Supplied data:
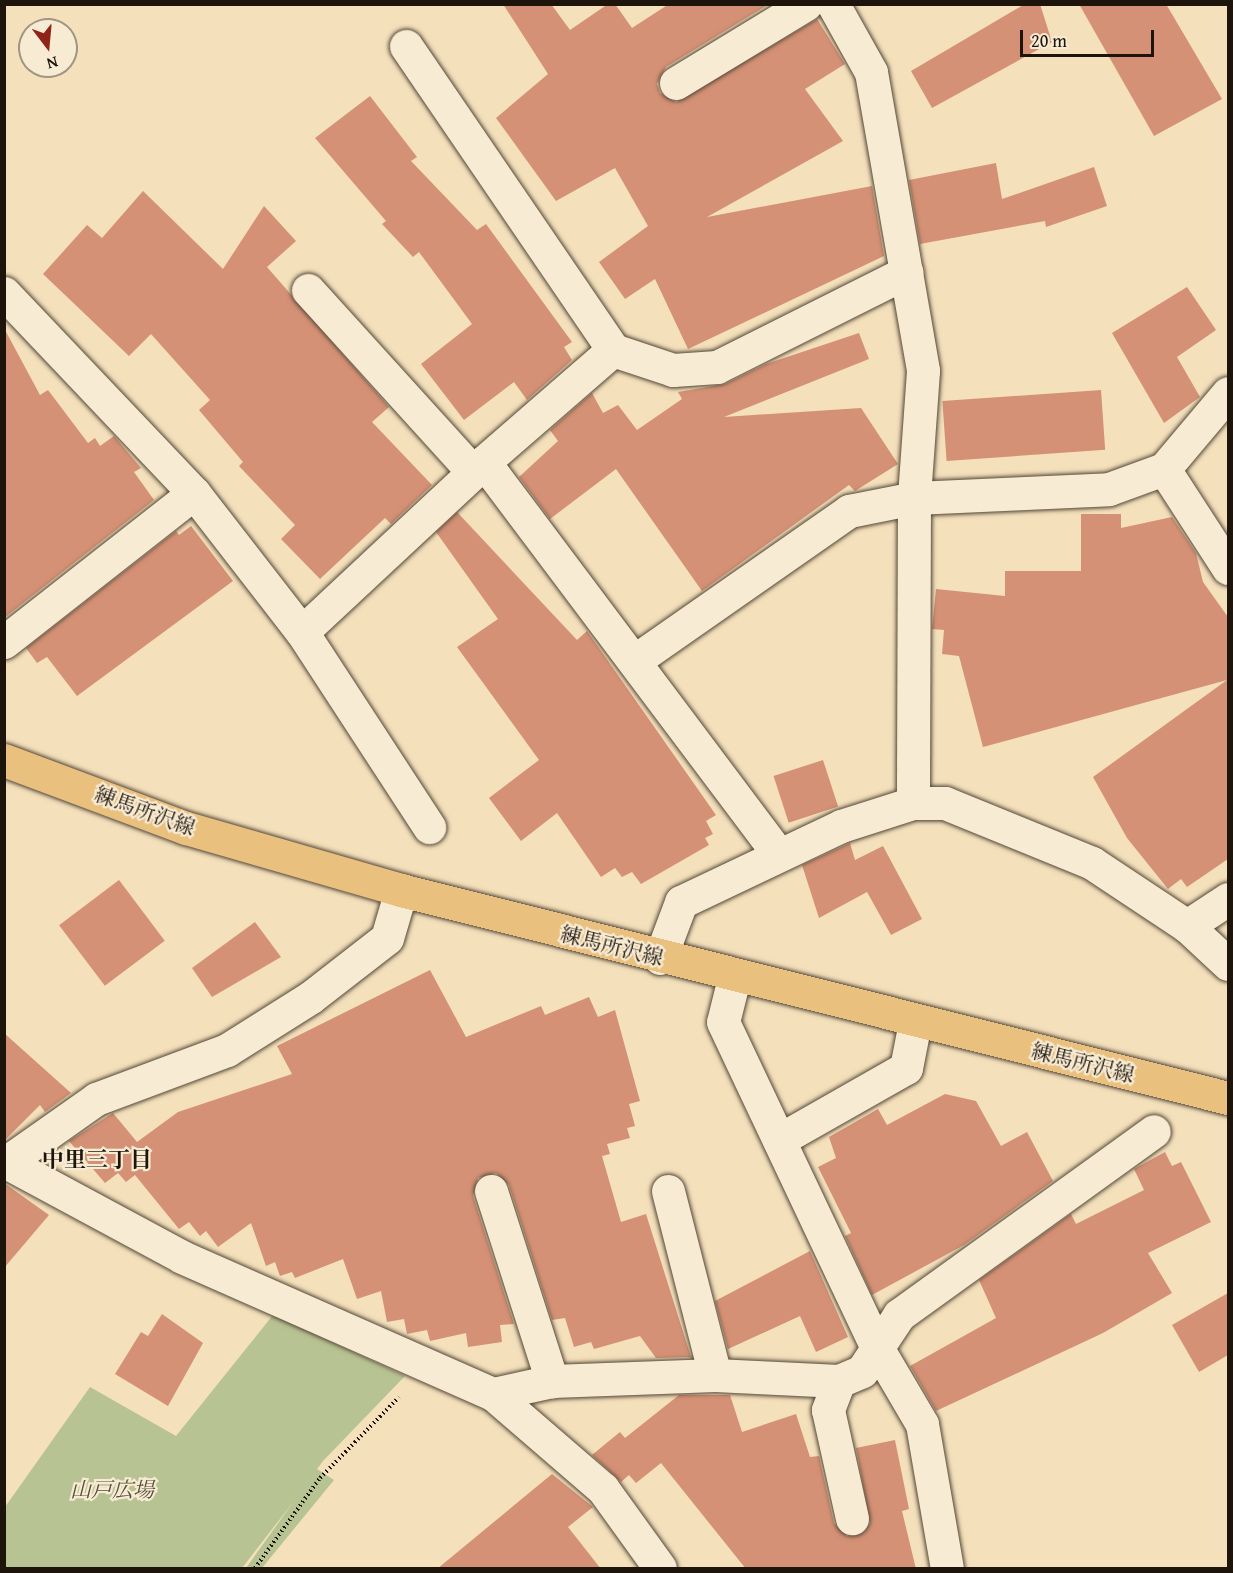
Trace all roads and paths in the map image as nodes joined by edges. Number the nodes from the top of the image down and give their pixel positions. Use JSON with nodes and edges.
{"nodes":[{"id":1,"x":806,"y":4,"type":"edge"},
{"id":2,"x":833,"y":4,"type":"edge"},
{"id":3,"x":406,"y":46,"type":"dead end"},
{"id":4,"x":676,"y":83,"type":"dead end"},
{"id":5,"x":907,"y":272,"type":"junction"},
{"id":6,"x":308,"y":290,"type":"dead end"},
{"id":7,"x":4,"y":293,"type":"edge"},
{"id":8,"x":613,"y":350,"type":"junction"},
{"id":9,"x":1228,"y":393,"type":"edge"},
{"id":10,"x":479,"y":467,"type":"junction"},
{"id":11,"x":1164,"y":469,"type":"junction"},
{"id":12,"x":194,"y":493,"type":"junction"},
{"id":13,"x":914,"y":498,"type":"junction"},
{"id":14,"x":1228,"y":568,"type":"edge"},
{"id":15,"x":302,"y":632,"type":"junction"},
{"id":16,"x":4,"y":642,"type":"edge"},
{"id":17,"x":637,"y":659,"type":"junction"},
{"id":18,"x":4,"y":760,"type":"edge"},
{"id":19,"x":913,"y":803,"type":"junction"},
{"id":20,"x":429,"y":827,"type":"dead end"},
{"id":21,"x":778,"y":854,"type":"junction"},
{"id":22,"x":401,"y":890,"type":"junction"},
{"id":23,"x":1228,"y":899,"type":"edge"},
{"id":24,"x":1187,"y":926,"type":"junction"},
{"id":25,"x":660,"y":958,"type":"junction"},
{"id":26,"x":1228,"y":964,"type":"edge"},
{"id":27,"x":734,"y":978,"type":"junction"},
{"id":28,"x":915,"y":1022,"type":"junction"},
{"id":29,"x":1228,"y":1098,"type":"edge"},
{"id":30,"x":1154,"y":1131,"type":"dead end"},
{"id":31,"x":779,"y":1140,"type":"junction"},
{"id":32,"x":5,"y":1162,"type":"edge"},
{"id":33,"x":491,"y":1191,"type":"dead end"},
{"id":34,"x":668,"y":1191,"type":"dead end"},
{"id":35,"x":875,"y":1344,"type":"junction"},
{"id":36,"x":427,"y":1369,"type":"junction"},
{"id":37,"x":715,"y":1375,"type":"junction"},
{"id":38,"x":839,"y":1381,"type":"junction"},
{"id":39,"x":552,"y":1382,"type":"junction"},
{"id":40,"x":493,"y":1394,"type":"junction"},
{"id":41,"x":852,"y":1518,"type":"dead end"},
{"id":42,"x":255,"y":1569,"type":"edge"},
{"id":43,"x":660,"y":1569,"type":"edge"},
{"id":44,"x":947,"y":1569,"type":"edge"}],
"edges":[{"from":1,"to":4,"type":"street"},
{"from":2,"to":5,"type":"street"},
{"from":3,"to":8,"type":"street"},
{"from":5,"to":8,"type":"street"},
{"from":5,"to":13,"type":"street"},
{"from":6,"to":10,"type":"street"},
{"from":7,"to":12,"type":"street"},
{"from":8,"to":10,"type":"street"},
{"from":9,"to":11,"type":"street"},
{"from":10,"to":15,"type":"street"},
{"from":10,"to":17,"type":"street"},
{"from":11,"to":13,"type":"street"},
{"from":11,"to":14,"type":"street"},
{"from":12,"to":15,"type":"street"},
{"from":12,"to":16,"type":"street"},
{"from":13,"to":17,"type":"street"},
{"from":13,"to":19,"type":"street"},
{"from":15,"to":20,"type":"street"},
{"from":17,"to":21,"type":"street"},
{"from":18,"to":22,"type":"main road","name":"練馬所沢線"},
{"from":19,"to":21,"type":"street"},
{"from":19,"to":24,"type":"street"},
{"from":21,"to":25,"type":"street"},
{"from":22,"to":25,"type":"main road","name":"練馬所沢線"},
{"from":22,"to":32,"type":"street"},
{"from":23,"to":24,"type":"street"},
{"from":24,"to":26,"type":"street"},
{"from":25,"to":27,"type":"main road","name":"練馬所沢線"},
{"from":27,"to":28,"type":"main road","name":"練馬所沢線"},
{"from":27,"to":31,"type":"street"},
{"from":28,"to":29,"type":"main road","name":"練馬所沢線"},
{"from":28,"to":31,"type":"street"},
{"from":30,"to":35,"type":"street"},
{"from":31,"to":35,"type":"street"},
{"from":32,"to":36,"type":"street"},
{"from":33,"to":39,"type":"street"},
{"from":34,"to":37,"type":"street"},
{"from":35,"to":38,"type":"street"},
{"from":35,"to":44,"type":"street"},
{"from":36,"to":40,"type":"street"},
{"from":36,"to":42,"type":"path"},
{"from":37,"to":38,"type":"street"},
{"from":37,"to":39,"type":"street"},
{"from":38,"to":41,"type":"street"},
{"from":39,"to":40,"type":"street"},
{"from":40,"to":43,"type":"street"}]}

Work instructions:
Lines above with the string "main" need to be found and copied.

Answer to this task:
{"from":18,"to":22,"type":"main road","name":"練馬所沢線"},
{"from":22,"to":25,"type":"main road","name":"練馬所沢線"},
{"from":25,"to":27,"type":"main road","name":"練馬所沢線"},
{"from":27,"to":28,"type":"main road","name":"練馬所沢線"},
{"from":28,"to":29,"type":"main road","name":"練馬所沢線"},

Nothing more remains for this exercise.